According to a New York Times database, 1,126 people in Missouri have died due to COVID-19 as of July 14. The data shows that there are thousands of families who have lost their loved ones during the pandemic. As we all know, nursing homes and other long-term care facilities hit hard; One-thirds of coronavirus-related deaths in Missouri (400 cases) have occurred in nursing homes.
One of the family members’ biggest fears might be the loss of a family from the disease while they cannot be with them.
Unfortunately, this can happen, and some might have already experienced it. To help families to cope with their grief and resentment, VOYCE would like to suggest a couple of resources for them to take benefits from.
Counseling provides caregivers the opportunity to utilize the expertise of a professional during this trying time. Many therapists are offering virtual visits.
- If you are looking for a therapist, you can always go to the Psychology Today website and find the best fit for your needs.
- Counseling specialists are divided into different interests, areas, and even insurance types; you will find the webpage helpful to start with. SAMHSA provides the Disaster Distress Helpline service to support people experiencing emotional distress related to natural or human-caused disasters. You can call 1-800-985-5990 or text TalkWithUs to 66746 to connect with a counselor 24/7.

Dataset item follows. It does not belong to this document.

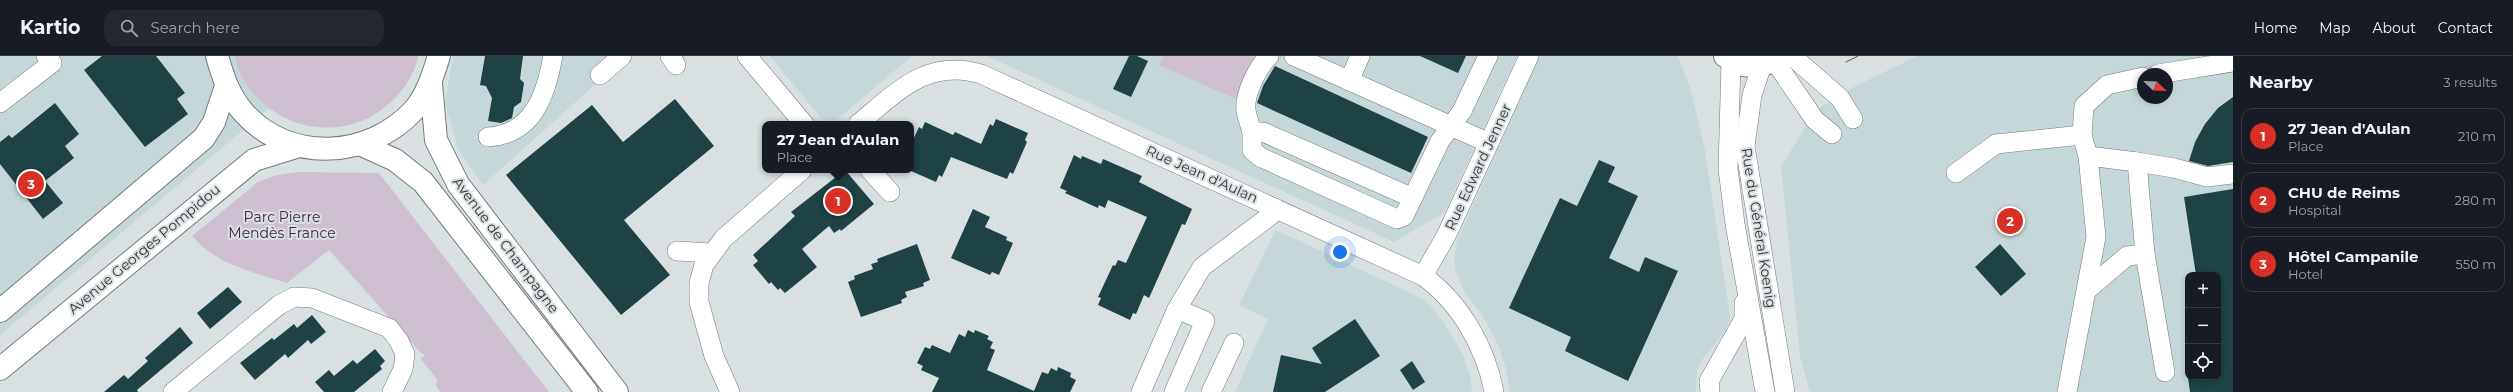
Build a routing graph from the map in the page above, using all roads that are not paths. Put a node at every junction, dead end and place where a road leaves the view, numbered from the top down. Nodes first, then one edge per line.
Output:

- There are also support groups run by local organizations, hospitals, and churches. Healing Hearts Grief Supports in St. Louis County manages a grief support group for families who have lost loved ones.
If you would like to learn more about coping strategies and self-care, there are helpful resources to read.
- For coronavirus related mental health information, visit the CDC website.
- NAMI resource guide also provides information about mental health during COVID-19.
- Family Caregiver Alliance suggests helpful ways to care for yourself as a family caregiver.
- You can also download the Grief and Bereavement Resources Repository from the Missouri Hospital Association for more information.
There is a way to tell congress to take immediate action to protect loved ones. Through the AARP website, individuals can speak up for nursing home patients during the pandemic by sending a message to their senators or representative.